Baked Shrimp Scampi
This shrimp scampi recipe is a baked version that I love! It has a lemony herby garlic sauce - with loads of flavor and a dish that is great for entertaining as an appetizer with crostini sort of canapé style, or with crusty bread and even great with pasta or rice. This is a combination of Martha Stewart’s Herby Shrimp and Feta Bake and Ina Garten’s Baked Shrimp Scampi - I did sort of greek feta and herb version and I love it. Juicy plump shrimp layered in a casserole dish or skillet, along with a buttery garlic butter herb sauce, topped with buttery bread crumbs, then baked until golden and crispy. Its a great shrimp dish that only takes 15 minutes to cook - gotta love that!
Ingredients Needed to Make Baked Shrimp Scampi
- Shrimp - feel free to use fresh or frozen. When using frozen shrimp make sure to thaw and drain and pat dry before using.
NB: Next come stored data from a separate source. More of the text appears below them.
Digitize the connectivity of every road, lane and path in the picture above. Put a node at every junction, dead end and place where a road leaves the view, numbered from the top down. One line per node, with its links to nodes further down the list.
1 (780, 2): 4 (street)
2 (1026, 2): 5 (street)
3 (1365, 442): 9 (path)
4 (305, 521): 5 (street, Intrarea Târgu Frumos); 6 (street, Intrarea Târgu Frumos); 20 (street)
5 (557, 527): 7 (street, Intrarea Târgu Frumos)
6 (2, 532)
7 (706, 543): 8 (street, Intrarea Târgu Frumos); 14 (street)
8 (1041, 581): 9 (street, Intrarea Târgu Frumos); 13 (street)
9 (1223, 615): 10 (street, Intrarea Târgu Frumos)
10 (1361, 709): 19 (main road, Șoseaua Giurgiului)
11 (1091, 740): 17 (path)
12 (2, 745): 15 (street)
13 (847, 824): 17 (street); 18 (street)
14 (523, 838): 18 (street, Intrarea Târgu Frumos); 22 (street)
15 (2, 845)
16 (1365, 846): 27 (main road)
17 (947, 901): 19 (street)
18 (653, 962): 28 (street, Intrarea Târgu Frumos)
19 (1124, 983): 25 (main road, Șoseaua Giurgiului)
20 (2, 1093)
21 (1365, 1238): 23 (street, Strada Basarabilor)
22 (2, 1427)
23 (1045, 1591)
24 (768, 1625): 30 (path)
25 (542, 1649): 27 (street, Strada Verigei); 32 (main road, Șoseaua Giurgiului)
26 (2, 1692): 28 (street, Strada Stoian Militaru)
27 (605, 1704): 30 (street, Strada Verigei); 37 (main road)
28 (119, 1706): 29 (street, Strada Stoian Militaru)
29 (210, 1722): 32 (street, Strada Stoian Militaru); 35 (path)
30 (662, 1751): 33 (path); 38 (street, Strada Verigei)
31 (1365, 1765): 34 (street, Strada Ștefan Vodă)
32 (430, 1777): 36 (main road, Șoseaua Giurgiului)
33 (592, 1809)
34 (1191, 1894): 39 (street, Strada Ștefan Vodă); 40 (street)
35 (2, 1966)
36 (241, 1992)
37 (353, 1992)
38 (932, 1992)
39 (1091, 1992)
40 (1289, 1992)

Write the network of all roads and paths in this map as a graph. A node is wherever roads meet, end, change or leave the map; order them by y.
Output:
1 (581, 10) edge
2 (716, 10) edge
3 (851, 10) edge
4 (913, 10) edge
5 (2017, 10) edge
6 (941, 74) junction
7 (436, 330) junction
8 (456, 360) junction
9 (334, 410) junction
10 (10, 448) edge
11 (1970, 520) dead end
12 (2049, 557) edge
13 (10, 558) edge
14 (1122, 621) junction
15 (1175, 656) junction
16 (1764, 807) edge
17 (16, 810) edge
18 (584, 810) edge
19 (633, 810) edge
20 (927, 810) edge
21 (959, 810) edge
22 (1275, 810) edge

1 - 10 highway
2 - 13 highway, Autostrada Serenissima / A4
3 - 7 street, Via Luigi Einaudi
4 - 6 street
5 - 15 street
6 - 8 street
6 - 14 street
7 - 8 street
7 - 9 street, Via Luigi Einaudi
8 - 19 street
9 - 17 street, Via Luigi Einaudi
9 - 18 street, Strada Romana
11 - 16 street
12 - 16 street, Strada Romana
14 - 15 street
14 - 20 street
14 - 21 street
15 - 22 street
I like to buy peeled and deveined shrimp - although I like to leave the tails on for easy grabbing especially if I’m serving this as an appetizer.
- Butter - I use unsalted butter (if you would like to swap out the butter in the topping for olive oil you can but you will lose a bit of that buttery flavour)
- Garlic - I like my shrimp garlicky - feel free to adjust amount to taste
- White Wine - this is optional but adds really nice flavor to the garlic butter sauce
- Lemons - you will need fresh grated lemon zest and freshly squeezed lemon juice
- Fresh Herbs - I used fresh oregano and fresh parsley but feel free to use any fresh herbs you like like fresh basil, rosemary, dill or mint too (dill and mint go wonderfully together in this recipe too)
- Spices - Salt and Black Pepper and chili flakes is what I use but feel free to use other seasoning like lemon pepper seasoning on the shrimp or add some paprika to them as well
- Panko Bread Crumbs - regular bread crumbs will work as well I just prefer Panko as it has a bit more texture
- Feta Cheese - I love it crumbled over the shrimp for a bit of a shrimp saganaki vibe happening. - its optional but recommend
- Optional add ins : Finely minced shallots
Variations:
- Feel free to season the Panko bread crumbs with extra fresh chopped herbs like oregano and parsley along with some lemon zest for extra flavour
- Some recipes (including Ina’s original recipe) call for stirring in an extra-large egg yolk to the Panko bread mixture so that it can clump together over the shrimp - that is optional I think the recipe works with or without the egg yolk so it is up to you if you would like to add it to the topping
- If you want an extra cheesy version feel free to add some grated parmesan cheese to the topping - this will also help the bread crumbs clump together
- Feel free to butterfly the shrimp for more surface area to be topped with the crunchy topping - you may need a large skillet or casserole dish
How to Make Easy Baked Shrimp Scampi:
- Combine the marinade/Lemon herb garlic butter sauce ingredients
- Combine the topping ingredients together and set aside
- Toss shrimp in the garlic butter sauce
- Line a baking dish or skillet with the shrimp and all the garlic butter
- Top shrimp with the Panko mixture
- Bake until shrimp is cooked through and topping is golden
- Enjoy warm right out of the oven
Storage & Reheating
- To Store. Leftovers can be stored in an airtight container in the fridge for up to 2 days
- To Reheat. To reheat leftovers simply reheat stove top or in and oven safe skillet or baking dish until warmed through (unfortunately reheating shrimp never gives you the same texture as when they are first cooked but the flavours will still be delicious)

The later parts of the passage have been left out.